Introduction: The transfer of patient care from the hospital team to healthcare providers in the community is a high-risk process characterized by fragmented, non-standardized care. The contributory role of provider-related factors to failure in transitions of care is becoming more prevalent with the emerging phenomenon of variable care providers in the inpatient and outpatient setting, potentially resulting in discontinuity of care. As a result, there is an increasing need for trainees to understand the crucial roles of promoting safety during transitions of care between providers that both send and receive patients. This resource is aimed at educating students on the critical role of the receiving outpatient physician/ interprofessional team in care coordination and safety promotion during care transitions. Methods: The activities are delivered in the context of an interactive case-based learning workshop. The workshop incorporates activities that simulate a patient’s postdischarge office visit with participants acting as the patient’s primary care physician. During this activity, the learners are trained to structure the postdischarge visit, and identify both the patients’ postdischarge care needs and factors that present a risk for rehospitalization. They are also trained to develop a multidisciplinary care plan to address identified needs.

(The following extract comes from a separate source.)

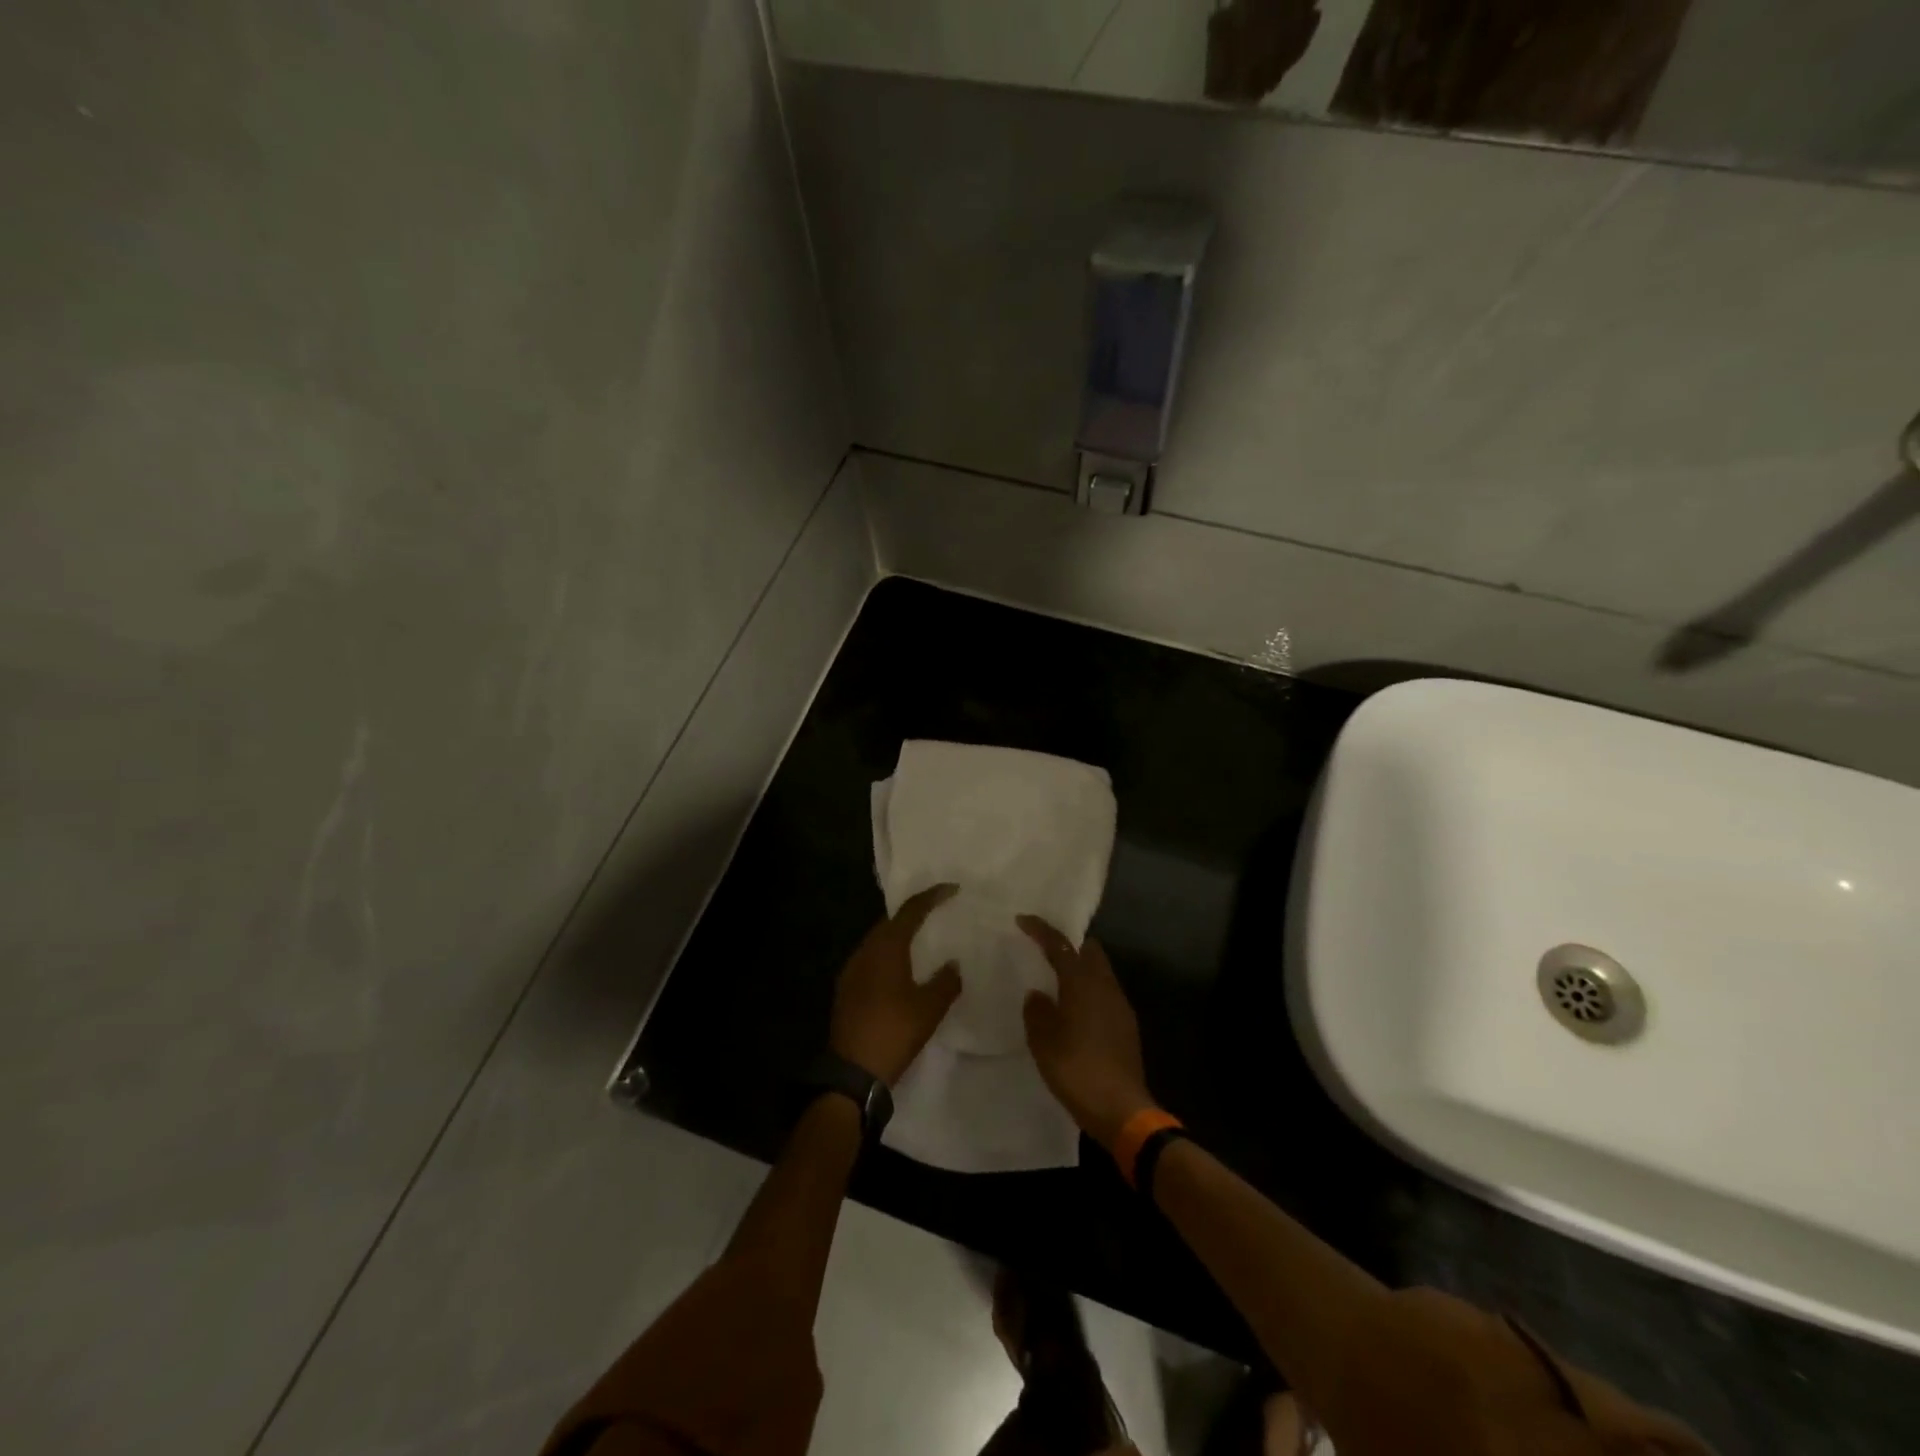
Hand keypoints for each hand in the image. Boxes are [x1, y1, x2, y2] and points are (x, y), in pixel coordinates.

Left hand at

Results: One hundred and twenty eight medical students at the Emory University School of Medicine received the curriculum during their required 4-week ambulatory rotation. Following the course, 72% responded positively (“agree” or “strongly agree”) to their ability to structure the postdischarge visit. Only 15% responded positively prior to the course. 72% responded positively to their ability to develop a multidisciplinary care plan versus 40% prior to the course. Medical students’ confidence and attitude scores relating to care transitions improved significantly after participation in the curriculum. Overall, 92.5% of participants expressed satisfaction with the curriculum. Discussion: The transfer of patient care from the hospital team to healthcare providers in the community is a high-risk process characterized by fragmented, nonstandardized care. This resource educates medical students on the critical role of the receiving outpatient physician/ interprofessional team in care coordination and safety promotion during care transitions.
By the end of this session, learners will be able to:
- Describe the role of the outpatient clinician in facilitating safe transitions of care.
- Acquire skills to structure the postdischarge visit.
- Perform postdischarge office visit best practices such as: (1) reviewing a discharge summary, (2) reconciling medication, and (3) developing a postdischarge multidisciplinary care plan in the outpatient setting.
- Identify and address factors that present a risk for rehospitalization during the post discharge visit.
- Describe the role of interprofessional team collaboration and care coordination in the management of a discharged patient.